WHAT TO PRODUCE —
Without including any images, output the listing below exactly.

Top of INPUT

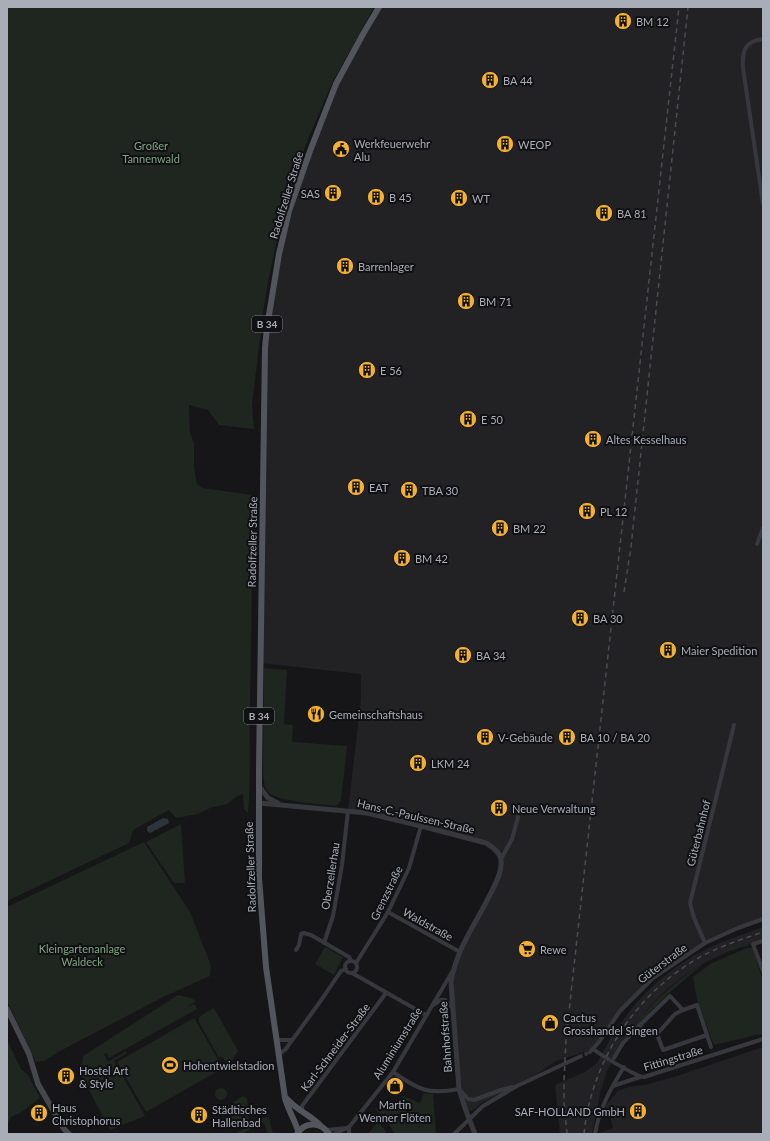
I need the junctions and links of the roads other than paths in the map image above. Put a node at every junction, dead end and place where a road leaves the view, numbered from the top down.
1 (379, 7) edge
2 (763, 39) edge
3 (763, 204) edge
4 (763, 528) edge
5 (757, 544) dead end
6 (734, 725) dead end
7 (259, 784) junction
8 (259, 803) junction
9 (280, 805) junction
10 (348, 811) junction
11 (518, 818) dead end
12 (420, 826) junction
13 (501, 859) junction
14 (388, 912) junction
15 (763, 919) edge
16 (763, 941) edge
17 (324, 943) junction
18 (705, 943) junction
19 (296, 950) dead end
20 (460, 952) junction
21 (351, 961) junction
22 (356, 963) junction
23 (346, 969) junction
24 (763, 971) edge
25 (452, 972) junction
26 (352, 973) junction
27 (451, 982) junction
28 (386, 993) junction
29 (431, 1006) junction
30 (453, 1008) junction
31 (7, 1010) edge
32 (683, 1010) junction
33 (426, 1015) junction
34 (638, 1027) junction
35 (657, 1034) junction
36 (707, 1035) junction
37 (763, 1039) edge
38 (277, 1040) junction
39 (292, 1040) junction
40 (711, 1047) dead end
41 (591, 1050) joint
42 (279, 1054) junction
43 (579, 1056) tunnel mouth
44 (614, 1058) dead end
45 (624, 1067) junction
46 (393, 1072) junction
47 (640, 1077) junction
48 (517, 1086) junction
49 (612, 1086) junction
50 (459, 1089) junction
51 (286, 1098) junction
52 (302, 1112) junction
53 (470, 1118) junction
54 (348, 1127) junction
55 (326, 1130) edge
56 (297, 1133) edge
57 (69, 1134) edge
58 (334, 1134) edge
59 (349, 1134) edge
60 (454, 1134) edge
61 (475, 1134) edge
62 (596, 1134) edge

1 - 7 main road, Radolfzeller Straße / B 34
2 - 3 street
4 - 5 street
6 - 18 street, Güterbahnhof
7 - 8 main road, Radolfzeller Straße / B 34
7 - 9 street
8 - 9 street, Hans-C.-Paulssen-Straße
8 - 38 main road, Radolfzeller Straße / B 34
9 - 10 street, Hans-C.-Paulssen-Straße
10 - 12 street, Hans-C.-Paulssen-Straße
10 - 17 street, Oberzellerhau
11 - 13 street
12 - 13 street, Hans-C.-Paulssen-Straße
12 - 14 street, Grenzstraße
13 - 20 street, Aluminiumstraße
14 - 20 street, Waldstraße
14 - 22 street, Grenzstraße
15 - 18 street, Güterstraße
16 - 24 street
17 - 19 street
17 - 21 street
18 - 41 street, Güterstraße
20 - 25 street, Aluminiumstraße
21 - 22 street
21 - 23 street
22 - 26 street
23 - 26 street
23 - 39 street
25 - 27 street, Aluminiumstraße
25 - 29 street, Aluminiumstraße
26 - 28 street
27 - 29 street, Aluminiumstraße
27 - 30 street, Bahnhofstraße
28 - 33 street
28 - 52 street, Karl-Schneider-Straße
29 - 30 street, Aluminiumstraße
29 - 33 street, Aluminiumstraße
30 - 50 street, Bahnhofstraße
31 - 57 main road
32 - 34 street
32 - 35 street
32 - 36 street
33 - 46 street, Aluminiumstraße
34 - 35 street
34 - 44 street
35 - 36 street
36 - 40 street
37 - 47 street, Fittingstraße
38 - 39 street
38 - 42 main road, Radolfzeller Straße / B 34
39 - 42 street
41 - 45 street, Fittingstraße
42 - 51 main road, Radolfzeller Straße / B 34
43 - 48 street
45 - 47 street, Fittingstraße
45 - 49 street
46 - 50 street
46 - 54 street, Aluminiumstraße
47 - 49 street
48 - 50 street
48 - 53 street
49 - 62 street
50 - 53 street, Bahnhofstraße
51 - 52 main road
51 - 56 main road, Radolfzeller Straße / B 34
52 - 55 main road
53 - 60 street
53 - 61 street
54 - 55 street
54 - 58 street, Aluminiumstraße
54 - 59 street
55 - 56 main road, B 34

Bottom of INPUT

EXERCISE RESULT —
I need the junctions and links of the roads other than paths in the map image above. Put a node at every junction, dead end and place where a road leaves the view, numbered from the top down.
1 (379, 7) edge
2 (763, 39) edge
3 (763, 204) edge
4 (763, 528) edge
5 (757, 544) dead end
6 (734, 725) dead end
7 (259, 784) junction
8 (259, 803) junction
9 (280, 805) junction
10 (348, 811) junction
11 (518, 818) dead end
12 (420, 826) junction
13 (501, 859) junction
14 (388, 912) junction
15 (763, 919) edge
16 (763, 941) edge
17 (324, 943) junction
18 (705, 943) junction
19 (296, 950) dead end
20 (460, 952) junction
21 (351, 961) junction
22 (356, 963) junction
23 (346, 969) junction
24 (763, 971) edge
25 (452, 972) junction
26 (352, 973) junction
27 (451, 982) junction
28 (386, 993) junction
29 (431, 1006) junction
30 (453, 1008) junction
31 (7, 1010) edge
32 (683, 1010) junction
33 (426, 1015) junction
34 (638, 1027) junction
35 (657, 1034) junction
36 (707, 1035) junction
37 (763, 1039) edge
38 (277, 1040) junction
39 (292, 1040) junction
40 (711, 1047) dead end
41 (591, 1050) joint
42 (279, 1054) junction
43 (579, 1056) tunnel mouth
44 (614, 1058) dead end
45 (624, 1067) junction
46 (393, 1072) junction
47 (640, 1077) junction
48 (517, 1086) junction
49 (612, 1086) junction
50 (459, 1089) junction
51 (286, 1098) junction
52 (302, 1112) junction
53 (470, 1118) junction
54 (348, 1127) junction
55 (326, 1130) edge
56 (297, 1133) edge
57 (69, 1134) edge
58 (334, 1134) edge
59 (349, 1134) edge
60 (454, 1134) edge
61 (475, 1134) edge
62 (596, 1134) edge

1 - 7 main road, Radolfzeller Straße / B 34
2 - 3 street
4 - 5 street
6 - 18 street, Güterbahnhof
7 - 8 main road, Radolfzeller Straße / B 34
7 - 9 street
8 - 9 street, Hans-C.-Paulssen-Straße
8 - 38 main road, Radolfzeller Straße / B 34
9 - 10 street, Hans-C.-Paulssen-Straße
10 - 12 street, Hans-C.-Paulssen-Straße
10 - 17 street, Oberzellerhau
11 - 13 street
12 - 13 street, Hans-C.-Paulssen-Straße
12 - 14 street, Grenzstraße
13 - 20 street, Aluminiumstraße
14 - 20 street, Waldstraße
14 - 22 street, Grenzstraße
15 - 18 street, Güterstraße
16 - 24 street
17 - 19 street
17 - 21 street
18 - 41 street, Güterstraße
20 - 25 street, Aluminiumstraße
21 - 22 street
21 - 23 street
22 - 26 street
23 - 26 street
23 - 39 street
25 - 27 street, Aluminiumstraße
25 - 29 street, Aluminiumstraße
26 - 28 street
27 - 29 street, Aluminiumstraße
27 - 30 street, Bahnhofstraße
28 - 33 street
28 - 52 street, Karl-Schneider-Straße
29 - 30 street, Aluminiumstraße
29 - 33 street, Aluminiumstraße
30 - 50 street, Bahnhofstraße
31 - 57 main road
32 - 34 street
32 - 35 street
32 - 36 street
33 - 46 street, Aluminiumstraße
34 - 35 street
34 - 44 street
35 - 36 street
36 - 40 street
37 - 47 street, Fittingstraße
38 - 39 street
38 - 42 main road, Radolfzeller Straße / B 34
39 - 42 street
41 - 45 street, Fittingstraße
42 - 51 main road, Radolfzeller Straße / B 34
43 - 48 street
45 - 47 street, Fittingstraße
45 - 49 street
46 - 50 street
46 - 54 street, Aluminiumstraße
47 - 49 street
48 - 50 street
48 - 53 street
49 - 62 street
50 - 53 street, Bahnhofstraße
51 - 52 main road
51 - 56 main road, Radolfzeller Straße / B 34
52 - 55 main road
53 - 60 street
53 - 61 street
54 - 55 street
54 - 58 street, Aluminiumstraße
54 - 59 street
55 - 56 main road, B 34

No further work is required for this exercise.